YOUR GOAL
Below are the records; copy out every line that holds the word "Route".

------ EXCERPTED DATA ------

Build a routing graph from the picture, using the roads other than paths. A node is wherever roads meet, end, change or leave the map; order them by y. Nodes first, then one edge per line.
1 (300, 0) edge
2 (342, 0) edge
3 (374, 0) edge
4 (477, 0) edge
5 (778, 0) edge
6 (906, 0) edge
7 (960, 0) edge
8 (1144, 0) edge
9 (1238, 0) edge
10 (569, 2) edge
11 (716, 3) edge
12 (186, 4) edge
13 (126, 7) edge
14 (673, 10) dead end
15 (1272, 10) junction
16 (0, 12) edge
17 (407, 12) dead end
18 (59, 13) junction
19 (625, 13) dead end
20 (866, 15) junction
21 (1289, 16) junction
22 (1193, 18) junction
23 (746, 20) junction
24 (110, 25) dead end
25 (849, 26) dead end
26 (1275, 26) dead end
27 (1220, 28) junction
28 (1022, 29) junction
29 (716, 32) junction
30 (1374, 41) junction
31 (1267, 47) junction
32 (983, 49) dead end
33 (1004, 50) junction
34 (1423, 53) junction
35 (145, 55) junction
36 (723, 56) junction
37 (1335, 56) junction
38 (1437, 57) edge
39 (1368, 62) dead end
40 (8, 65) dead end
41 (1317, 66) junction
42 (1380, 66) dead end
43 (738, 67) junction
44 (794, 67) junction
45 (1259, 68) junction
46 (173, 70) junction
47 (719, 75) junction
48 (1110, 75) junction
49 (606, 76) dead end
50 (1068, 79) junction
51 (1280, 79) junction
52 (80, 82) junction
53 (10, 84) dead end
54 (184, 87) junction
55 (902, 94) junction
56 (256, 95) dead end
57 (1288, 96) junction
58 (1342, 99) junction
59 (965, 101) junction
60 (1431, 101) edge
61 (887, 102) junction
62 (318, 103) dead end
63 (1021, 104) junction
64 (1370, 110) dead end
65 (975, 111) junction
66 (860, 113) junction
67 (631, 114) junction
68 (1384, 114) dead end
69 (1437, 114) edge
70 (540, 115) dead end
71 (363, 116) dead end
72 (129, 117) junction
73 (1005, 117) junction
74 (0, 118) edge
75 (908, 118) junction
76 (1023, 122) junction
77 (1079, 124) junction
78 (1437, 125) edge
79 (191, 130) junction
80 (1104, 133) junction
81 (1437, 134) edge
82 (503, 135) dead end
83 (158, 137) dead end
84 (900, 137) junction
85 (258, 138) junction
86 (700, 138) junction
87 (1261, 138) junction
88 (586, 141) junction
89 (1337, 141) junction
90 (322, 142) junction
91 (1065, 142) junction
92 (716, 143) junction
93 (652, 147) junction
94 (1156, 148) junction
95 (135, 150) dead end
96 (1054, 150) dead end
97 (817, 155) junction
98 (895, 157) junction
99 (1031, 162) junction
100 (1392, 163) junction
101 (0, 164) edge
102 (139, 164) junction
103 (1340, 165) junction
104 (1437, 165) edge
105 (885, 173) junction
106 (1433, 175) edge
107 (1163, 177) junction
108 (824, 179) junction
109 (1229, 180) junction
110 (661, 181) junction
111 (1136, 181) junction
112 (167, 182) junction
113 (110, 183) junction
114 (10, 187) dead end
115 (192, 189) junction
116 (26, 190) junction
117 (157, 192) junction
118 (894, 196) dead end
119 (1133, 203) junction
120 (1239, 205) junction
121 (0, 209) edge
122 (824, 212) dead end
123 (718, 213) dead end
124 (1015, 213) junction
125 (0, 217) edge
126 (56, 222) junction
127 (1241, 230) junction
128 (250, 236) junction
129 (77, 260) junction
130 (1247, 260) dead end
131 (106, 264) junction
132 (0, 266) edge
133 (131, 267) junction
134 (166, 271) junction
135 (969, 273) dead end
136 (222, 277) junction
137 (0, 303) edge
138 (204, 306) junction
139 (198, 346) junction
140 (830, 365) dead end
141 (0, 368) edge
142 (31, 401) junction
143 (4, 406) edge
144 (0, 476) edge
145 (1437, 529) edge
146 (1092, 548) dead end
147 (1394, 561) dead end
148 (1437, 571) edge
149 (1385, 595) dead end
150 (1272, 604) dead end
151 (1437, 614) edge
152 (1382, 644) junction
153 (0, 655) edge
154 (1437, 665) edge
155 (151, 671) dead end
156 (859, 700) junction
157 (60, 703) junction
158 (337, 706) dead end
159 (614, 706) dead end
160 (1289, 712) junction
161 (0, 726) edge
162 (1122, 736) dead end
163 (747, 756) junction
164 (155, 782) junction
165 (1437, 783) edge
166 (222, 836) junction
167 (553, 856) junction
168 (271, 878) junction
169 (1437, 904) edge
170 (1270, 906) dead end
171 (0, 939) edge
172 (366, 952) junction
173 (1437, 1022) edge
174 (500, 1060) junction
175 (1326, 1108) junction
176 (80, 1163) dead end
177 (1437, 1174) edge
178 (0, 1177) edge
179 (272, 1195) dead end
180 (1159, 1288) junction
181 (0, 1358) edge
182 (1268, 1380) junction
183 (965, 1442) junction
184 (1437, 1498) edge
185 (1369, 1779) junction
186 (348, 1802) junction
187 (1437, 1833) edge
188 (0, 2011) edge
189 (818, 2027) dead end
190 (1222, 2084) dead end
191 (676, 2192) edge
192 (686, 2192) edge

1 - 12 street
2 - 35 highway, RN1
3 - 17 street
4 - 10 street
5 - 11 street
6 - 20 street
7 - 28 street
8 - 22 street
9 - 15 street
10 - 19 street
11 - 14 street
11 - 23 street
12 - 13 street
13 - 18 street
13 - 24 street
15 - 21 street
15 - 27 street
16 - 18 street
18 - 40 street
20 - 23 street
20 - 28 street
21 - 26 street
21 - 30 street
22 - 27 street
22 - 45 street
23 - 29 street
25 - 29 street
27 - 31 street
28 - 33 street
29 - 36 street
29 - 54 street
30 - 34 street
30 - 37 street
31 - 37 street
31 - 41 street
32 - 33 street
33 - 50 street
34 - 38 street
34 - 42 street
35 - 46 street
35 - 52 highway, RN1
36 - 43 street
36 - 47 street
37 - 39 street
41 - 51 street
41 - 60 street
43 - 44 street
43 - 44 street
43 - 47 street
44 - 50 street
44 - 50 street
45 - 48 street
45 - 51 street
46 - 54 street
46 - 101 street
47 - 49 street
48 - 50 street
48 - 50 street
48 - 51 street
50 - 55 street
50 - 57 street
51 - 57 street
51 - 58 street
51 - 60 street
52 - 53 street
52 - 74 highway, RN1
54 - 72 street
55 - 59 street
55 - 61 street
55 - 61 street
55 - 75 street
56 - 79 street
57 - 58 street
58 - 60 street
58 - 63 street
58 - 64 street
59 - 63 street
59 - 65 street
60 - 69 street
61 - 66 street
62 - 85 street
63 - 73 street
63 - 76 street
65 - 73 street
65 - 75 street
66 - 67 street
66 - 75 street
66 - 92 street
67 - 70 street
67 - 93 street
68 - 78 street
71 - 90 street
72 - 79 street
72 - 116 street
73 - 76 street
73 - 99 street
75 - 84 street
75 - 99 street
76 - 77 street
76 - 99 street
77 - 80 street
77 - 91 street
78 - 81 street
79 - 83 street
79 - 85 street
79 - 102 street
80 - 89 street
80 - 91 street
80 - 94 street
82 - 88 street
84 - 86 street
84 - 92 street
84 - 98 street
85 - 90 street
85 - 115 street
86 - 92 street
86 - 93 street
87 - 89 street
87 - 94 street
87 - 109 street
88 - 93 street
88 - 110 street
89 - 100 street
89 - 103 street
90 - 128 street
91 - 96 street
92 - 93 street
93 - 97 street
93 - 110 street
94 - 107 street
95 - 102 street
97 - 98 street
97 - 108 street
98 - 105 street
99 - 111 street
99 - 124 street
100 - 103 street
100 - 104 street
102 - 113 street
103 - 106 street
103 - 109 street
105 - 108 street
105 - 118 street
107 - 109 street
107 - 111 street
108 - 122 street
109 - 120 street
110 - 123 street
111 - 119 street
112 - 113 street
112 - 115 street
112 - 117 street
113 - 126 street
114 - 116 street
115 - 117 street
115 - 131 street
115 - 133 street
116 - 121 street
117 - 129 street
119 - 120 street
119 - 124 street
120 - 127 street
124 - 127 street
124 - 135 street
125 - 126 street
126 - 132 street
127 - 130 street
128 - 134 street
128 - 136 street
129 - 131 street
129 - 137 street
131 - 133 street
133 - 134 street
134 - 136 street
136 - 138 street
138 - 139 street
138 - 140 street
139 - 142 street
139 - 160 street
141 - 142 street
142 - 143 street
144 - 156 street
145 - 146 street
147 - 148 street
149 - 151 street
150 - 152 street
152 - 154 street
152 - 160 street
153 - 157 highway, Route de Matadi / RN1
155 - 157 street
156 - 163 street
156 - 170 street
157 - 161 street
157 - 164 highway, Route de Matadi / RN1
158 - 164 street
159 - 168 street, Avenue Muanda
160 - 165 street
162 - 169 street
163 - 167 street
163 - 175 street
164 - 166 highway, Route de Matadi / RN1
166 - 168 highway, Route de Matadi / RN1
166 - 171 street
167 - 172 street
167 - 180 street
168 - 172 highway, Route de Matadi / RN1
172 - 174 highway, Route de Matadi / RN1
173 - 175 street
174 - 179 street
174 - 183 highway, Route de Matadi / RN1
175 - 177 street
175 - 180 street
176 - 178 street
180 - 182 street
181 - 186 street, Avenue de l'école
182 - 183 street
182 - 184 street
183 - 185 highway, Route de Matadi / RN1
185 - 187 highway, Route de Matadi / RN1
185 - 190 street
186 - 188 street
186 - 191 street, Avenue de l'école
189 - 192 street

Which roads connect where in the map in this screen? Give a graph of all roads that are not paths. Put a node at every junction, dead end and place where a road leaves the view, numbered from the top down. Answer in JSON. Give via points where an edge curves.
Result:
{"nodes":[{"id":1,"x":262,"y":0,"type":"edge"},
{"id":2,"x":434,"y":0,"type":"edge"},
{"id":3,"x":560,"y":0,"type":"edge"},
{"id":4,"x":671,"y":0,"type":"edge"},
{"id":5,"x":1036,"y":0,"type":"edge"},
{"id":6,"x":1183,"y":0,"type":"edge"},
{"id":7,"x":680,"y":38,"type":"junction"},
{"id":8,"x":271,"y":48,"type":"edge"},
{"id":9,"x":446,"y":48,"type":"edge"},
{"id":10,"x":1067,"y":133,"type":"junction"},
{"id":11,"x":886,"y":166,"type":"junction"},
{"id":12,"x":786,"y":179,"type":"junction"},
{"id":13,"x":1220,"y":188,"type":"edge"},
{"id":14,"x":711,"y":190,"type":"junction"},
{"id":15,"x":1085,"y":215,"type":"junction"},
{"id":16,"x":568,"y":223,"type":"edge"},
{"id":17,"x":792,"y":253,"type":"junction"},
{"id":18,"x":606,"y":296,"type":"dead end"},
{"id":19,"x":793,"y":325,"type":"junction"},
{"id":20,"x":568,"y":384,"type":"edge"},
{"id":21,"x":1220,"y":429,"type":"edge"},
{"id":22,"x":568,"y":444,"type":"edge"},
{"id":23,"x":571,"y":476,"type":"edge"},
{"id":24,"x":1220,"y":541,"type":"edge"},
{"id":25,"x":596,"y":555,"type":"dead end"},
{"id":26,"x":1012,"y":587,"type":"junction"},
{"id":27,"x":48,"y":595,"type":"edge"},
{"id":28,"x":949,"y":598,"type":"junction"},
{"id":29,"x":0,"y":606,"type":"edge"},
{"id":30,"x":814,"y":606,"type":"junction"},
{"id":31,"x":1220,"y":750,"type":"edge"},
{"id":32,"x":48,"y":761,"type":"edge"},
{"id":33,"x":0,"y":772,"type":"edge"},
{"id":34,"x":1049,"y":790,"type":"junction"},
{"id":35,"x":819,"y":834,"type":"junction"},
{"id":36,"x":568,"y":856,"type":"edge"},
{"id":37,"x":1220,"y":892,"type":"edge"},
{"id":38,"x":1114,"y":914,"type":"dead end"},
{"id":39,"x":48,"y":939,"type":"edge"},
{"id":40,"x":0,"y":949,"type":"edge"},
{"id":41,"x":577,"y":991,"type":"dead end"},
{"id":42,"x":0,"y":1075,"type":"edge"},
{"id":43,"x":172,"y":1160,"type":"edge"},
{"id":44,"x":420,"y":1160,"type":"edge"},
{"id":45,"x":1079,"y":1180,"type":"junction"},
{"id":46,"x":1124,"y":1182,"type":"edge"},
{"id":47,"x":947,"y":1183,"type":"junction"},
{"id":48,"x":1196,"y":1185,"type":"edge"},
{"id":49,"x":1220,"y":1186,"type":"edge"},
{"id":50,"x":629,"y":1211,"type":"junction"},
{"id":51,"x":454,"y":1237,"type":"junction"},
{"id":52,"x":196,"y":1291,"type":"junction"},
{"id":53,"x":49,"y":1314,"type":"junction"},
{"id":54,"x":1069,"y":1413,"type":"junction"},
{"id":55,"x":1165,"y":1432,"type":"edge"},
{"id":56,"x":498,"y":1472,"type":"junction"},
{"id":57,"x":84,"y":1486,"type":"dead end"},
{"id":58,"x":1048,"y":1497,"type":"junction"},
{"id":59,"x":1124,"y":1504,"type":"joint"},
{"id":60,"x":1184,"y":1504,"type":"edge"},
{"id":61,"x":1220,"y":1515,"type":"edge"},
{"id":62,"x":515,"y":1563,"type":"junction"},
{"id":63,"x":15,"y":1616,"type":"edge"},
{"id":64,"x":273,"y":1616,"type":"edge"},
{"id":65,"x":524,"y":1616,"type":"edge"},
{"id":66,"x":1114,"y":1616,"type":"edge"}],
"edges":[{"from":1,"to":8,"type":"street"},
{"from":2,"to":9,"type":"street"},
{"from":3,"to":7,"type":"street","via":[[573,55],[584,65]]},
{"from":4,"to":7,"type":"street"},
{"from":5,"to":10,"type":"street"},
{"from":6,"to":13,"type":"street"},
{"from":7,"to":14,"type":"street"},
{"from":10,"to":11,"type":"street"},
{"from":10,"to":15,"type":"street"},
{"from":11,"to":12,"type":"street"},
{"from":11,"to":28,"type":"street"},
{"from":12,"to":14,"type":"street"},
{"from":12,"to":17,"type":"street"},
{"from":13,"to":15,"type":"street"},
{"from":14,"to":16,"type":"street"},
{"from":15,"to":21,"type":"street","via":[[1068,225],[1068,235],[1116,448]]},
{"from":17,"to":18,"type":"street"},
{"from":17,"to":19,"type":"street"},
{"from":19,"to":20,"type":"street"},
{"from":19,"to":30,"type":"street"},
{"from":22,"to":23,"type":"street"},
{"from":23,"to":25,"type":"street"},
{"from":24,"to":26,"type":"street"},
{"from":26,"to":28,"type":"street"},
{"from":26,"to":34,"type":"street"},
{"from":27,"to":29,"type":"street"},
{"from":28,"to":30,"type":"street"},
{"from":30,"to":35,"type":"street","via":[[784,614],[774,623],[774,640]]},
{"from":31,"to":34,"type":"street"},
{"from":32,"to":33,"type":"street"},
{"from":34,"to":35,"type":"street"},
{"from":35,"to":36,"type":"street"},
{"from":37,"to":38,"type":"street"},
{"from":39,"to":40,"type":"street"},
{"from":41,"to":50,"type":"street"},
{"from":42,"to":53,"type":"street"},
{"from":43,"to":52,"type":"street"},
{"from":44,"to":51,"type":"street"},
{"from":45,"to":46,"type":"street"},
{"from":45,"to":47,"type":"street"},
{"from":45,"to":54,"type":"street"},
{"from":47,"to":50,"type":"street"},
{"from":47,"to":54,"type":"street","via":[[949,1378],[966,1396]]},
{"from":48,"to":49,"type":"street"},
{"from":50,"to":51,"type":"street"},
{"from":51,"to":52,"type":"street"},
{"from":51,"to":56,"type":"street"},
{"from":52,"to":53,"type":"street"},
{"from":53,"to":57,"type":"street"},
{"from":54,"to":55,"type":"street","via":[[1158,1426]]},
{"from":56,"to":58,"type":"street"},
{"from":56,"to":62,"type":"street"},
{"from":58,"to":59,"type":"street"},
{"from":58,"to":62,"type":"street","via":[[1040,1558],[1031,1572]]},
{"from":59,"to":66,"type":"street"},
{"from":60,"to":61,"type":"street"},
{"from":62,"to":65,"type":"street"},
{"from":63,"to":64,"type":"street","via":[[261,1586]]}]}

------

ANSWER FOR THE TASK
153 - 157 highway, Route de Matadi / RN1
157 - 164 highway, Route de Matadi / RN1
164 - 166 highway, Route de Matadi / RN1
166 - 168 highway, Route de Matadi / RN1
168 - 172 highway, Route de Matadi / RN1
172 - 174 highway, Route de Matadi / RN1
174 - 183 highway, Route de Matadi / RN1
183 - 185 highway, Route de Matadi / RN1
185 - 187 highway, Route de Matadi / RN1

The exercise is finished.